NASA has modified its contract with the Russian government in order to extend the period in which Russian craft will bring astronauts to the International Space Station.
The change will cost $490 million, and, NASA Administrator Charles Bolden said, comes about because of a lack of Congressional funding.
“Unfortunately, for five years now, the Congress, while incrementally increasing annual funding, has not adequately funded the Commercial Crew Program to return human spaceflight launches to American soil this year as planned,” Bolden said in a letter sent to Congress on Aug. 5 and acquired by the Houston Chronicle.
In a way, this is an ultimatum from Bolden: members of Congress who do not push for more funding for NASA will effectively be recommending that the United States spend money on the Russian Federal Space Agency instead.
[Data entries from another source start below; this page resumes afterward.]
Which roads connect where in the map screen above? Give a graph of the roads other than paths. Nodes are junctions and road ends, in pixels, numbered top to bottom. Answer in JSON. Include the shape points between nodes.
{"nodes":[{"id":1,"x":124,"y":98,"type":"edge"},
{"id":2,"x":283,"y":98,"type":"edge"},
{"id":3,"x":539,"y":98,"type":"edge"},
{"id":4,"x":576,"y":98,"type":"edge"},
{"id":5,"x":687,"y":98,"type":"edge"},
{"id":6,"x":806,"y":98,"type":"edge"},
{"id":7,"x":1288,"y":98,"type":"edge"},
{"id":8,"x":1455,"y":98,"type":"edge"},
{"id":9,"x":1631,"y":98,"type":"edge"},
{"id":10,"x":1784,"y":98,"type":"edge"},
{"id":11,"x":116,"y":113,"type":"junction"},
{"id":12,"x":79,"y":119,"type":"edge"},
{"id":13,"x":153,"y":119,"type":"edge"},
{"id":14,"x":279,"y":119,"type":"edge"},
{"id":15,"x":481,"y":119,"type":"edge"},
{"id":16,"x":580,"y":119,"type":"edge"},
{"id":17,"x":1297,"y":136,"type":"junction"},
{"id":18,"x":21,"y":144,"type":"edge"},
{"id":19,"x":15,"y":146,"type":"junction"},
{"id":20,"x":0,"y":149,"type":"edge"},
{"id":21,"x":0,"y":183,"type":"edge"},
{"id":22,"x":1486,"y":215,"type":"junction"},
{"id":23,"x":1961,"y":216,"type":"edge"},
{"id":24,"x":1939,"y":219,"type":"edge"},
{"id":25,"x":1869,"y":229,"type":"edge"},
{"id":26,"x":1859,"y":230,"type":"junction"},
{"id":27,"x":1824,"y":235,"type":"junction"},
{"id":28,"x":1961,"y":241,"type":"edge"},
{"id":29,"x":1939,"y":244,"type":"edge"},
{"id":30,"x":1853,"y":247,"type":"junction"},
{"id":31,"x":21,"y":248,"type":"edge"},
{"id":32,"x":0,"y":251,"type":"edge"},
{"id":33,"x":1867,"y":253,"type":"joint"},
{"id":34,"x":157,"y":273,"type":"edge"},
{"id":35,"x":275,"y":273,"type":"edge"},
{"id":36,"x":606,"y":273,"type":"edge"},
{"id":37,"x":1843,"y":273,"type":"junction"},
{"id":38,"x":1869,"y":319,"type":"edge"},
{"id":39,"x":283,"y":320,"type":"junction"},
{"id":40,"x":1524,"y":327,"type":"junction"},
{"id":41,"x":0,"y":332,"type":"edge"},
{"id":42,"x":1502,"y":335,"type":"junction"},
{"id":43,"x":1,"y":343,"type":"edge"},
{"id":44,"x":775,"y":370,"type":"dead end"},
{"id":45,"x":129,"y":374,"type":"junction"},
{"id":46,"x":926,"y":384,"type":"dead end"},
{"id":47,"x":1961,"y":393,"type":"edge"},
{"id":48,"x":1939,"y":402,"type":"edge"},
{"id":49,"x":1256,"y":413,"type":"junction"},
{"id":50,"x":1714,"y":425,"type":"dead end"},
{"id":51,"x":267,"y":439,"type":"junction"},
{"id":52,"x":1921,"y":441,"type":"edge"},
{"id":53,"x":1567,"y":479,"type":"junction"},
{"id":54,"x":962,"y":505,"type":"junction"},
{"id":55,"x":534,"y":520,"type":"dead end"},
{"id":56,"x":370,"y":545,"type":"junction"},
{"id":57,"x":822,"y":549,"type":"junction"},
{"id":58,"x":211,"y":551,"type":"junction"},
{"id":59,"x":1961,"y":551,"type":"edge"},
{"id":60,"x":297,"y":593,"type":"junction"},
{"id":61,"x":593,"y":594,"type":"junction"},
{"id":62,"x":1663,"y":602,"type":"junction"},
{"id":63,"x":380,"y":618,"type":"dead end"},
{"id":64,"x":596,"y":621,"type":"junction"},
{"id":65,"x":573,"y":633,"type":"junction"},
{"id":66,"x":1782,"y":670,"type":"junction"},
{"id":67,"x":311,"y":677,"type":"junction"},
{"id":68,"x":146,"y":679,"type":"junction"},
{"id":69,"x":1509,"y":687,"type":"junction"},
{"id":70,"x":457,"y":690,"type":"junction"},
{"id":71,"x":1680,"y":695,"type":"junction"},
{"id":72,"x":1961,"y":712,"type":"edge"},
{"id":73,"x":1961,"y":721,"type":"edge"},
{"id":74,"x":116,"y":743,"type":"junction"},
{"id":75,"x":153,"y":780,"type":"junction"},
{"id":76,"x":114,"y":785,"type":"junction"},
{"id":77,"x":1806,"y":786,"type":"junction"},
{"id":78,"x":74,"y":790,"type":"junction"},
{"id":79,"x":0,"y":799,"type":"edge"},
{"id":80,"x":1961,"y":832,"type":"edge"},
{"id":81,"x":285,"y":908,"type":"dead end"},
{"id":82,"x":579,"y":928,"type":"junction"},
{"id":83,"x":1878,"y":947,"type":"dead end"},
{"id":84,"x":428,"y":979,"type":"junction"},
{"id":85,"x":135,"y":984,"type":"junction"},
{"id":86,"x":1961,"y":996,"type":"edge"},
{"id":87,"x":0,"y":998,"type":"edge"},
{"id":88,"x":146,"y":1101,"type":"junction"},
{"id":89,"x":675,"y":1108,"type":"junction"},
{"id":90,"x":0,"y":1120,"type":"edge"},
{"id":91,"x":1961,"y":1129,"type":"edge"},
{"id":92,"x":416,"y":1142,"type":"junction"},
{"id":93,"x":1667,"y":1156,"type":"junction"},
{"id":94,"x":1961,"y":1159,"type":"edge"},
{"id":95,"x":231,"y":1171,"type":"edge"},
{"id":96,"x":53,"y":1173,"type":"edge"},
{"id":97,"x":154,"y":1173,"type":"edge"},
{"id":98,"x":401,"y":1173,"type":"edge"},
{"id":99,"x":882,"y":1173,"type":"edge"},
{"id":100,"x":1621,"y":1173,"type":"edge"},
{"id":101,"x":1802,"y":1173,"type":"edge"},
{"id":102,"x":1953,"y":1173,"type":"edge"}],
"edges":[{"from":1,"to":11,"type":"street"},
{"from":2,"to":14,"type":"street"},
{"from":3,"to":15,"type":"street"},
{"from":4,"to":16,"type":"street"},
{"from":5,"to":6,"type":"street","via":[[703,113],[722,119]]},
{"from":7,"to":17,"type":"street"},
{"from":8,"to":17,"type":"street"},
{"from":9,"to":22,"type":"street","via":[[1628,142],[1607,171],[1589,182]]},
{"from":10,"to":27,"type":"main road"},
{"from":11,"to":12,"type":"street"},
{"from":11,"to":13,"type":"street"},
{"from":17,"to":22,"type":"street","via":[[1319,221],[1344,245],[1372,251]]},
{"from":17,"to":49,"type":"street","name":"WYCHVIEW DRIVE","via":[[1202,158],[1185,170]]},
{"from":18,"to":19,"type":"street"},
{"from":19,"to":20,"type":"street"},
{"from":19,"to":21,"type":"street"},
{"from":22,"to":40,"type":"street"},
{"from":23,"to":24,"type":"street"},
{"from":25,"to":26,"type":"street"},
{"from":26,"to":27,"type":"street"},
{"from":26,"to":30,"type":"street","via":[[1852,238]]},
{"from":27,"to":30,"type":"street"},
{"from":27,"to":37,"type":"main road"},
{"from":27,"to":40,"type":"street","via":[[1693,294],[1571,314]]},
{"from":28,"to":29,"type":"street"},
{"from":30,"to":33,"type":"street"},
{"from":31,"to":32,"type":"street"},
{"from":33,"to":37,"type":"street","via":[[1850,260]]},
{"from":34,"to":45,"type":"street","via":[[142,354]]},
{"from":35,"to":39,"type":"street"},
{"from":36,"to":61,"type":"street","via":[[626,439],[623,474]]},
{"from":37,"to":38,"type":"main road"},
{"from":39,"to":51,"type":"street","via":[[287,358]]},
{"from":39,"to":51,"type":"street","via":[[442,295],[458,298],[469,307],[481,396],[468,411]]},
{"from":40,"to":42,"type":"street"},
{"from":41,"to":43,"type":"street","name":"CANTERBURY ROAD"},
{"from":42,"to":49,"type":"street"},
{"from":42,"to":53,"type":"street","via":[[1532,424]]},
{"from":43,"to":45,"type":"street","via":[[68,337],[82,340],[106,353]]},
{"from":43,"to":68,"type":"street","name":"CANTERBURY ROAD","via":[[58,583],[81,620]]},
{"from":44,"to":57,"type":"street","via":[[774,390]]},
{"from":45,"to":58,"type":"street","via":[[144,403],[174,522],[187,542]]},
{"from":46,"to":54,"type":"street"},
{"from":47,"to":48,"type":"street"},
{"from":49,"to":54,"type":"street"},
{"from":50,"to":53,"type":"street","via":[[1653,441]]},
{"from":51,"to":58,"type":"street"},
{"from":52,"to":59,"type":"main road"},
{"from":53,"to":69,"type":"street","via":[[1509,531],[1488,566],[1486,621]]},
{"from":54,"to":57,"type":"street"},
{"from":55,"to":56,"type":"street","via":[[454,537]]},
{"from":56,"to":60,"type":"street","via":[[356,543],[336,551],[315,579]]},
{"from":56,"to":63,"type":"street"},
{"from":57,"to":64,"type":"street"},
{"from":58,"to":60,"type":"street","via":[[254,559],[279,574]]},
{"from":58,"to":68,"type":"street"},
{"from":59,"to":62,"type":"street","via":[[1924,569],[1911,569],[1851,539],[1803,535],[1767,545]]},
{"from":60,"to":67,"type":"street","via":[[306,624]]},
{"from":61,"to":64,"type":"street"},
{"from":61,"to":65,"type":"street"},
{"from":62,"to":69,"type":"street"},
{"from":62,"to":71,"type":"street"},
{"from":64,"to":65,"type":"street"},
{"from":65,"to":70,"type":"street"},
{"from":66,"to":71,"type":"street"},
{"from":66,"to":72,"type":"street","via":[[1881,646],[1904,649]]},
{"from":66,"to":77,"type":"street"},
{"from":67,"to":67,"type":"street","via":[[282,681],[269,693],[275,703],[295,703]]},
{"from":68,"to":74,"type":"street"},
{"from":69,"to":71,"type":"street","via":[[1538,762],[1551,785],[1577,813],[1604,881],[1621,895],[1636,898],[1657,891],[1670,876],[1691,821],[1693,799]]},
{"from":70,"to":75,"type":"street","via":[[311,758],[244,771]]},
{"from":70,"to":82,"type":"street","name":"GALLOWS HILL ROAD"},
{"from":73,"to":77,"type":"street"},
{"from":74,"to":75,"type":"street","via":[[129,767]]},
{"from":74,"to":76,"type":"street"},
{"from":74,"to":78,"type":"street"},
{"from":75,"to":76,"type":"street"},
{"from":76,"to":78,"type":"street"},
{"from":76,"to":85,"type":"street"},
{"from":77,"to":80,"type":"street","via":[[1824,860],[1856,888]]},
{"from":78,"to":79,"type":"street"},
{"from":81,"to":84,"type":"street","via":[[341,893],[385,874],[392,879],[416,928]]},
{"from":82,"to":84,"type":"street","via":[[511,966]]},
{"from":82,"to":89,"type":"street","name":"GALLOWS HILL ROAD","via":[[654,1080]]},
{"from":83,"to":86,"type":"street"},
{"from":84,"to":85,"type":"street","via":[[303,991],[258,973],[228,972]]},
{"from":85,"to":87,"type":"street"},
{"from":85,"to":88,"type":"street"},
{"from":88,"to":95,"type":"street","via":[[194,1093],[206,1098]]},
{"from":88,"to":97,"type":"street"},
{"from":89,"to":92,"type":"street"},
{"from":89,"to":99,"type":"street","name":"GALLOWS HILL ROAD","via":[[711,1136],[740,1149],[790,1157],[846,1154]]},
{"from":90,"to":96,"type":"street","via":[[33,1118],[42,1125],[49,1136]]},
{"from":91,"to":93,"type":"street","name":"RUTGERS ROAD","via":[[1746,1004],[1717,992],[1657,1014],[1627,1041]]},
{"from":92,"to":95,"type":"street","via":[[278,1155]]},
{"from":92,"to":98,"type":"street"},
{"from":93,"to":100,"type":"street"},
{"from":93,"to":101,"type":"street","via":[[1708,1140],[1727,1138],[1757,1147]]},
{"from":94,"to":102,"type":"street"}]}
The contract with the Russian space agency now extends through 2019. Meanwhile, under-funding has pushed the American commercial crew program from 2015 to 2017. If Congress does not fully fund President Barack Obama’s $1.24 billion budget request for the FY 2016 space program, it could be pushed again to 2018.
This leaves Boeing and SpaceX waiting to find out whether they will run out of funding and be forced to suspend all of their commercial crew-related work, which Bolden says could potentially happen in spring or summer of 2016 if NASA cannot fund several planned milestones.
This year, NASA received between $250 and $300 million less than the president requested for commercial crew.
“The safe, reliable, and cost-effective solutions being developed here at home will allow for more astronauts to conduct research aboard the space station, enable new jobs, and ensure U.S. leadership in spaceflight this century,” Bolden said. “The fastest path to bringing these new systems online, launching from America, and ending our sole reliance on Russia is fully funding NASA’s Commercial Crew Program in FY 2016.”
Eric Berger of the Houston Chronicle said that Congressional sources told him that they do not believe NASA when the agency says anything less than full funding would delay the launch of an American commercial crew craft.
Russia’s Soyuz-TM spacecrafts are currently used to bring NASA astronauts to the space station. NASA has been pushing for a reusable, crewed American-built spacecraft to take on the role of the Space Shuttles since 2009.